@Sean I'm interested in : D) developing a brand new Qt interface
but why use Qt? how native Qt Applications look?
@Naseef there's a lot of reasons for using Qt, and it's one of the most popular cross-platform toolkits that provide native platform behavior
if you were designing a new application, what would you use?
(or migrating a large old application, as in this case)
Qt is still new to me, I've been doing Gtk and .NET.
It'll be good to use Qt. ( I googled a bit about this).
Qt is way better than Gtk and .NET is practically windows-only
way better in terms of native behavior at least
gtk doesn't try to do that, their model is consistent behavior
IMO Archer is already a really good program.
Which gui toolkit does it use?
it's mediocre from a design perspective ... imho
it uses Tk
and incrTk
Should we take some widely used cad programs as inspiration?
Tk is very lightweight
We also have to make it start faster, unlike archer.
What about some customizable interface?
Tk is very difficult to make behave exactly like we want, hardly anything is automatic
Well, A CAD program don't have to be lightweight.

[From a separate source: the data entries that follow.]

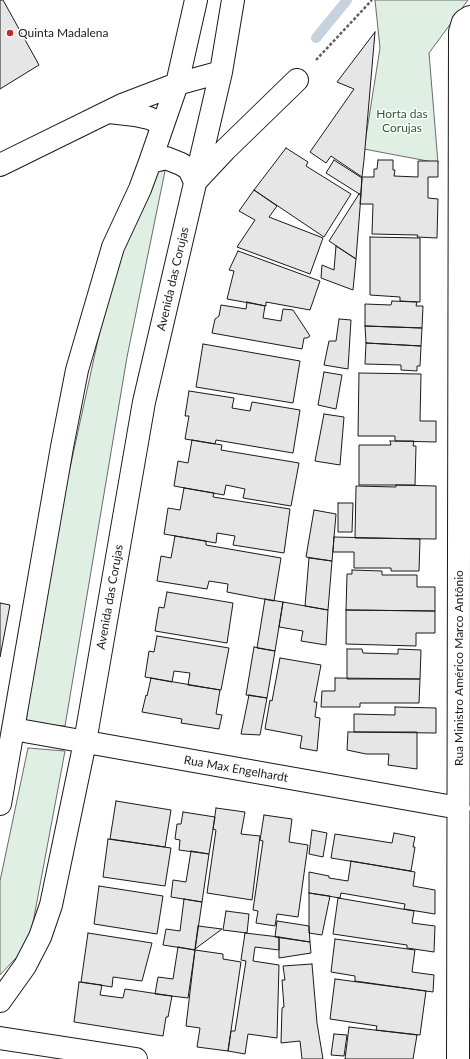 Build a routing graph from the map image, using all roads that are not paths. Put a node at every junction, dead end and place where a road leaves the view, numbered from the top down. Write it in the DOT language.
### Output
graph roads {
  1 [pos="196,0"];
  2 [pos="233,0"];
  3 [pos="470,17"];
  4 [pos="221,72"];
  5 [pos="297,80"];
  6 [pos="177,84"];
  7 [pos="108,112"];
  8 [pos="163,124"];
  9 [pos="150,162"];
  10 [pos="0,165"];
  11 [pos="195,182"];
  12 [pos="13,729"];
  13 [pos="85,742"];
  14 [pos="0,804"];
  15 [pos="459,808"];
  16 [pos="0,1001"];
  17 [pos="0,1038"];
  18 [pos="136,1059"];
  19 [pos="458,1059"];
  1 -- 6 [label="street"];
  2 -- 4 [label="street, Avenida das Corujas"];
  3 -- 15 [label="street, Rua Ministro Américo Marco Antônio"];
  4 -- 6 [label="street"];
  4 -- 11 [label="street, Avenida das Corujas"];
  5 -- 11 [label="street"];
  6 -- 7 [label="street"];
  6 -- 8 [label="street"];
  7 -- 8 [label="street"];
  7 -- 10 [label="street"];
  8 -- 9 [label="street"];
  9 -- 11 [label="street"];
  9 -- 12 [label="street"];
  11 -- 13 [label="street, Avenida das Corujas"];
  12 -- 13 [label="street, Rua Max Engelhardt"];
  12 -- 14 [label="street"];
  13 -- 15 [label="street, Rua Max Engelhardt"];
  13 -- 16 [label="street, Avenida das Corujas"];
  15 -- 19 [label="street, Rua Ministro Américo Marco Antônio"];
  17 -- 18 [label="street"];
}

it's not "modern" by any stretch, and has been complicated over the years to maintain
whether the app starts fast or slowly with a loader is on the devs, not the toolkit
I'm inclined to use the gaming industry as inspiration as they adapt interfaces regularly and must have essential usability
that also implies avoiding particular technologies and approaches
I like Unity3D's customizable interface.
(nobody makes games with Tk)
I did! Some game in Tk when learning python!
unity is not open source
they have some open source libs they've released, but not the overall framework
when I say "nobody" I mean no professional shops that ship commercially
I'm talking about its interface. every part of it is movable. It's just an example.

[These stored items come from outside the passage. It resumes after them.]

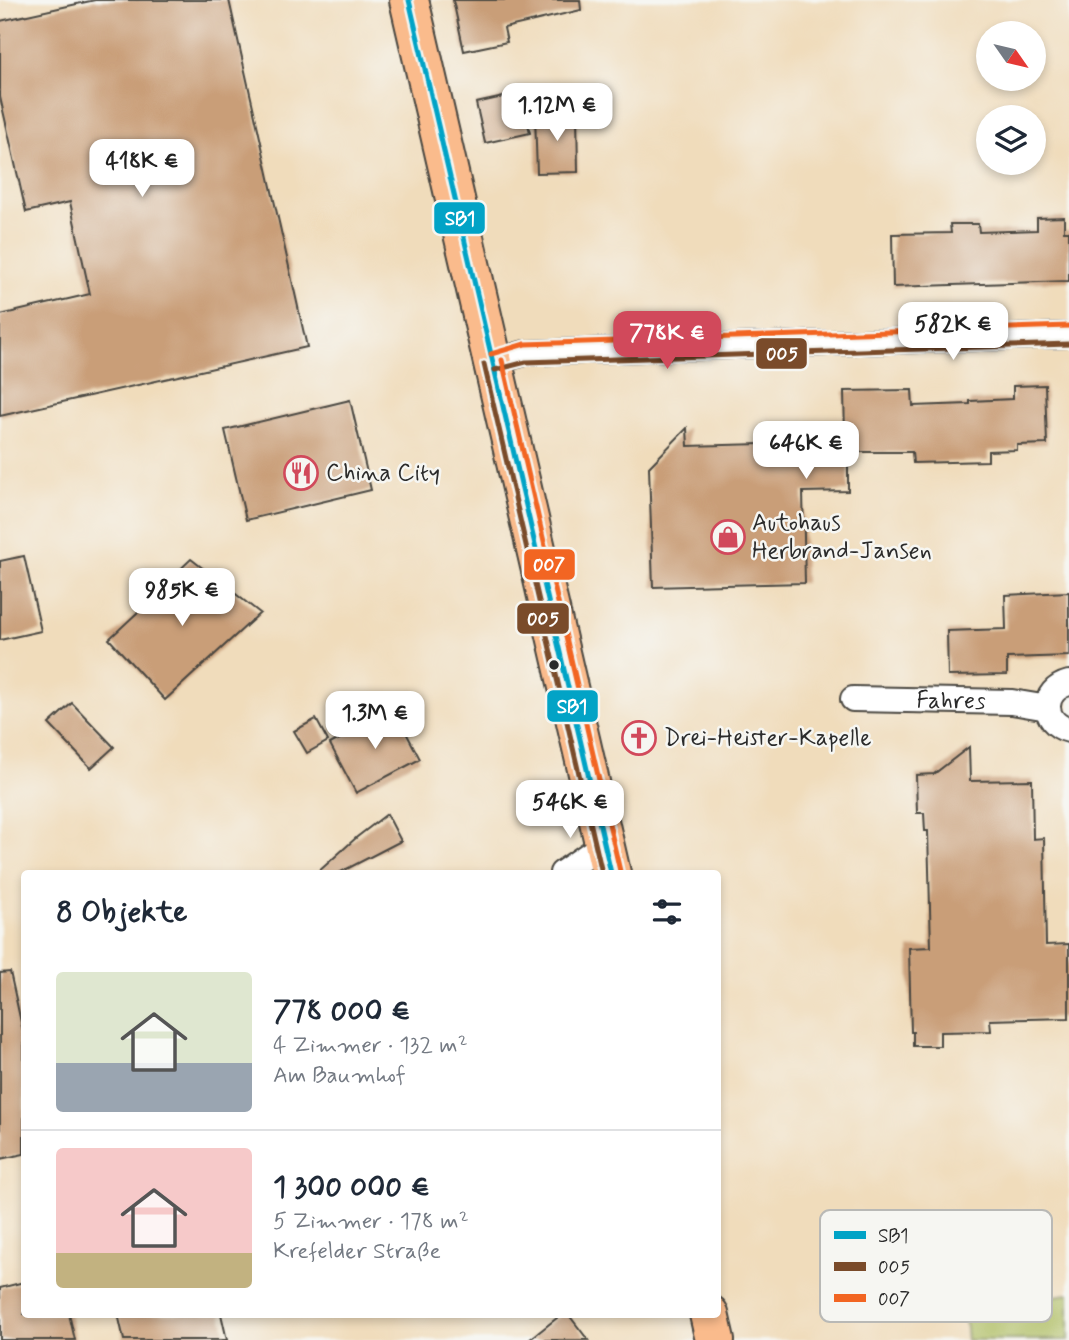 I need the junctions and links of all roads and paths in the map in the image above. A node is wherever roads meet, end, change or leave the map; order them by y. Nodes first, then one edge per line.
1 (409, 0) edge
2 (1069, 335) edge
3 (493, 362) junction
4 (1069, 683) edge
5 (853, 699) dead end
6 (1048, 708) junction
7 (1069, 730) edge
8 (608, 859) edge
9 (572, 870) edge
10 (710, 1318) edge
11 (715, 1340) edge

1 - 3 main road
2 - 3 street
3 - 8 main road
4 - 6 street
5 - 6 street, Fahres
6 - 7 street
8 - 9 street
10 - 11 main road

Tk runs under a lot of things, so indirectly some use it (e.g., python guis often involve tk), but few directly do any more
ahh, sure
We can have multiple workspaces.
some presets and customizable ones, Like in Blender.
sure, that'd be great
Did you liked it because blender is open source? JK.
Have you seen a Qt program that has such interface?

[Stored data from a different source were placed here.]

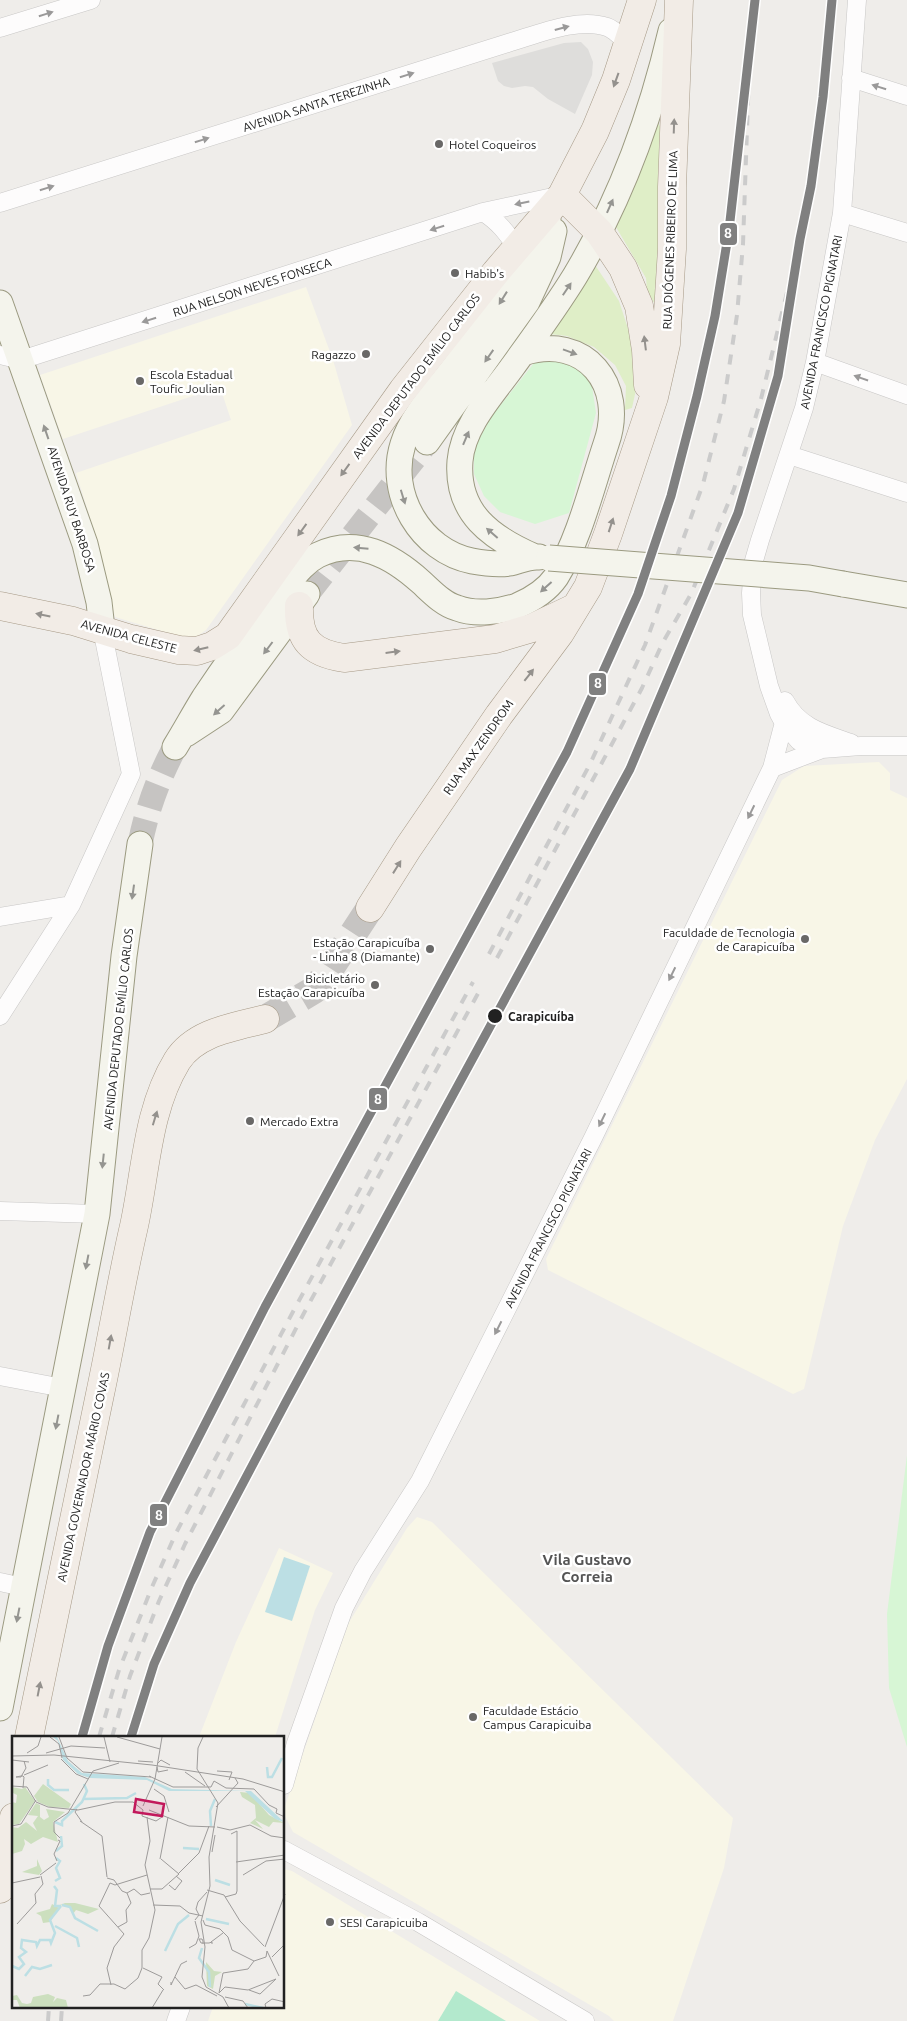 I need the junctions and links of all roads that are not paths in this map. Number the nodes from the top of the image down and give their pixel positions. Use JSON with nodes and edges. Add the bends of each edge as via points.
{"nodes":[{"id":1,"x":91,"y":0,"type":"edge"},
{"id":2,"x":642,"y":0,"type":"edge"},
{"id":3,"x":678,"y":0,"type":"edge"},
{"id":4,"x":857,"y":0,"type":"edge"},
{"id":5,"x":0,"y":28,"type":"edge"},
{"id":6,"x":628,"y":44,"type":"junction"},
{"id":7,"x":852,"y":78,"type":"junction"},
{"id":8,"x":907,"y":96,"type":"edge"},
{"id":9,"x":562,"y":195,"type":"junction"},
{"id":10,"x":0,"y":203,"type":"edge"},
{"id":11,"x":483,"y":212,"type":"junction"},
{"id":12,"x":842,"y":213,"type":"junction"},
{"id":13,"x":599,"y":232,"type":"junction"},
{"id":14,"x":907,"y":233,"type":"edge"},
{"id":15,"x":516,"y":248,"type":"junction"},
{"id":16,"x":0,"y":303,"type":"edge"},
{"id":17,"x":523,"y":352,"type":"junction"},
{"id":18,"x":11,"y":357,"type":"edge"},
{"id":19,"x":815,"y":362,"type":"junction"},
{"id":20,"x":907,"y":394,"type":"edge"},
{"id":21,"x":649,"y":409,"type":"junction"},
{"id":22,"x":427,"y":442,"type":"tunnel mouth"},
{"id":23,"x":789,"y":455,"type":"junction"},
{"id":24,"x":907,"y":493,"type":"edge"},
{"id":25,"x":542,"y":557,"type":"junction"},
{"id":26,"x":278,"y":563,"type":"joint"},
{"id":27,"x":907,"y":595,"type":"edge"},
{"id":28,"x":581,"y":598,"type":"junction"},
{"id":29,"x":293,"y":601,"type":"junction"},
{"id":30,"x":0,"y":607,"type":"edge"},
{"id":31,"x":102,"y":629,"type":"junction"},
{"id":32,"x":228,"y":636,"type":"junction"},
{"id":33,"x":787,"y":716,"type":"junction"},
{"id":34,"x":836,"y":737,"type":"junction"},
{"id":35,"x":178,"y":742,"type":"tunnel mouth"},
{"id":36,"x":861,"y":746,"type":"junction"},
{"id":37,"x":907,"y":746,"type":"edge"},
{"id":38,"x":822,"y":749,"type":"junction"},
{"id":39,"x":772,"y":768,"type":"junction"},
{"id":40,"x":140,"y":844,"type":"tunnel mouth"},
{"id":41,"x":71,"y":905,"type":"junction"},
{"id":42,"x":370,"y":908,"type":"tunnel mouth"},
{"id":43,"x":0,"y":917,"type":"edge"},
{"id":44,"x":0,"y":1016,"type":"edge"},
{"id":45,"x":264,"y":1019,"type":"tunnel mouth"},
{"id":46,"x":0,"y":1211,"type":"edge"},
{"id":47,"x":96,"y":1214,"type":"junction"},
{"id":48,"x":0,"y":1376,"type":"edge"},
{"id":49,"x":63,"y":1388,"type":"junction"},
{"id":50,"x":12,"y":1584,"type":"edge"},
{"id":51,"x":0,"y":1708,"type":"edge"},
{"id":52,"x":30,"y":1736,"type":"edge"},
{"id":53,"x":285,"y":1782,"type":"edge"},
{"id":54,"x":12,"y":1827,"type":"edge"},
{"id":55,"x":285,"y":1851,"type":"edge"},
{"id":56,"x":0,"y":1889,"type":"edge"},
{"id":57,"x":182,"y":2008,"type":"edge"},
{"id":58,"x":176,"y":2021,"type":"edge"},
{"id":59,"x":585,"y":2021,"type":"edge"}],
"edges":[{"from":5,"to":1,"type":"street","one_way":true},
{"from":2,"to":6,"type":"main road","name":"AVENIDA DEPUTADO EMÍLIO CARLOS"},
{"from":13,"to":3,"type":"main road","one_way":true,"via":[[646,122]]},
{"from":21,"to":3,"type":"main road","name":"RUA DIÓGENES RIBEIRO DE LIMA","one_way":true,"via":[[666,344],[672,249]]},
{"from":4,"to":7,"type":"street","name":"AVENIDA FRANCISCO PIGNATARI"},
{"from":6,"to":9,"type":"main road","name":"AVENIDA DEPUTADO EMÍLIO CARLOS","one_way":true,"via":[[595,131]]},
{"from":10,"to":6,"type":"street","name":"AVENIDA SANTA TEREZINHA","one_way":true,"via":[[573,25],[608,27]]},
{"from":8,"to":7,"type":"street","one_way":true},
{"from":7,"to":12,"type":"street","name":"AVENIDA FRANCISCO PIGNATARI"},
{"from":9,"to":11,"type":"street","name":"RUA NELSON NEVES FONSECA","one_way":true},
{"from":9,"to":13,"type":"main road"},
{"from":9,"to":15,"type":"main road","name":"AVENIDA DEPUTADO EMÍLIO CARLOS"},
{"from":9,"to":22,"type":"main road","one_way":true,"via":[[548,257],[527,302]]},
{"from":9,"to":25,"type":"main road","name":"AVENIDA DEPUTADO EMÍLIO CARLOS","one_way":true,"via":[[500,304],[407,432],[399,459],[400,487],[412,518],[419,529],[443,550],[466,559],[490,563],[507,564]]},
{"from":11,"to":15,"type":"street","via":[[494,218]]},
{"from":11,"to":18,"type":"street","name":"RUA NELSON NEVES FONSECA","one_way":true},
{"from":12,"to":14,"type":"street"},
{"from":12,"to":19,"type":"street","name":"AVENIDA FRANCISCO PIGNATARI"},
{"from":17,"to":13,"type":"main road","one_way":true,"via":[[575,276]]},
{"from":21,"to":13,"type":"main road","one_way":true,"via":[[646,350],[638,306],[623,268]]},
{"from":15,"to":26,"type":"main road","name":"AVENIDA DEPUTADO EMÍLIO CARLOS","one_way":true,"via":[[403,390]]},
{"from":16,"to":18,"type":"main road","name":"AVENIDA RUY BARBOSA"},
{"from":25,"to":17,"type":"main road","one_way":true,"via":[[506,544],[477,519],[465,499],[460,476],[460,458],[468,432]]},
{"from":17,"to":29,"type":"main road","one_way":true,"via":[[560,348],[584,358],[602,378],[611,408],[609,436],[570,549],[554,579],[535,597],[509,608],[467,611],[446,603],[383,554],[370,549],[346,548],[326,552],[302,567]]},
{"from":31,"to":18,"type":"main road","name":"AVENIDA RUY BARBOSA","one_way":true,"via":[[85,544]]},
{"from":20,"to":19,"type":"street","one_way":true},
{"from":19,"to":23,"type":"street","name":"AVENIDA FRANCISCO PIGNATARI"},
{"from":28,"to":21,"type":"main road","name":"RUA DIÓGENES RIBEIRO DE LIMA","one_way":true,"via":[[608,534]]},
{"from":23,"to":24,"type":"street"},
{"from":23,"to":33,"type":"street","name":"AVENIDA FRANCISCO PIGNATARI","via":[[753,564],[751,593],[752,615],[764,666]]},
{"from":25,"to":27,"type":"main road","bridge":true,"via":[[809,578]]},
{"from":26,"to":32,"type":"main road","name":"AVENIDA CELESTE"},
{"from":29,"to":28,"type":"main road","one_way":true,"via":[[309,644],[329,656],[344,658],[504,637],[532,628]]},
{"from":42,"to":28,"type":"main road","name":"RUA MAX ZENDROM","one_way":true,"via":[[488,730]]},
{"from":29,"to":32,"type":"main road"},
{"from":29,"to":35,"type":"main road","one_way":true,"via":[[203,700]]},
{"from":31,"to":30,"type":"main road","name":"AVENIDA CELESTE","one_way":true},
{"from":32,"to":31,"type":"main road","name":"AVENIDA CELESTE","one_way":true,"via":[[197,651],[131,639]]},
{"from":31,"to":41,"type":"street","name":"AVENIDA RUY BARBOSA","via":[[131,774]]},
{"from":33,"to":34,"type":"street","name":"AVENIDA FRANCISCO PIGNATARI"},
{"from":33,"to":38,"type":"street","via":[[799,741]]},
{"from":33,"to":39,"type":"street","name":"AVENIDA FRANCISCO PIGNATARI"},
{"from":34,"to":36,"type":"street","name":"AVENIDA FRANCISCO PIGNATARI"},
{"from":34,"to":38,"type":"street"},
{"from":36,"to":37,"type":"street"},
{"from":36,"to":38,"type":"street"},
{"from":38,"to":39,"type":"street"},
{"from":39,"to":53,"type":"street","name":"AVENIDA FRANCISCO PIGNATARI","one_way":true,"via":[[593,1138],[420,1481],[344,1608]]},
{"from":40,"to":47,"type":"main road","name":"AVENIDA DEPUTADO EMÍLIO CARLOS","one_way":true,"via":[[124,956]]},
{"from":41,"to":43,"type":"street"},
{"from":41,"to":44,"type":"street","name":"AVENIDA RUY BARBOSA"},
{"from":52,"to":45,"type":"main road","name":"AVENIDA GOVERNADOR MÁRIO COVAS","one_way":true,"via":[[136,1217],[146,1151],[164,1088],[178,1060],[202,1038]]},
{"from":46,"to":47,"type":"street"},
{"from":47,"to":49,"type":"main road","one_way":true},
{"from":48,"to":49,"type":"street"},
{"from":49,"to":50,"type":"main road","one_way":true},
{"from":50,"to":51,"type":"main road","one_way":true},
{"from":54,"to":56,"type":"main road"},
{"from":55,"to":59,"type":"street","via":[[418,1922]]},
{"from":57,"to":58,"type":"street"}]}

their approach actually predates them becoming open source
blender uses a custom open gl GUI
and yes, you can customize an interface like that (or do your own thing in an opengl context
they're called qt style sheets: http://thesmithfam.org/blog/2009/09/10/qt-stylesheets-tutorial/
another: http://discourse.techart.online/t/release-qt-dark-orange-stylesheet/2287
and http://spinningcubes.com/wp-content/uploads/2014/05/zerobp.png
Customizing like moving views, resizing them, make them a separate window. (Like in GIMP)?
not about colors or styles, which should be native to operating system.
sure you can do that -- that's just basic widget and window management
dockable windows/panels
Yeah, I could find a way to say it.
multiple layouts.
with movable and re-sizable panels
yeah, that's pretty fundamental stuff
example: https://woboq.com/blog/qdockwidget-changes-in-56.html
That's how BRL-CAD is going to be in the future.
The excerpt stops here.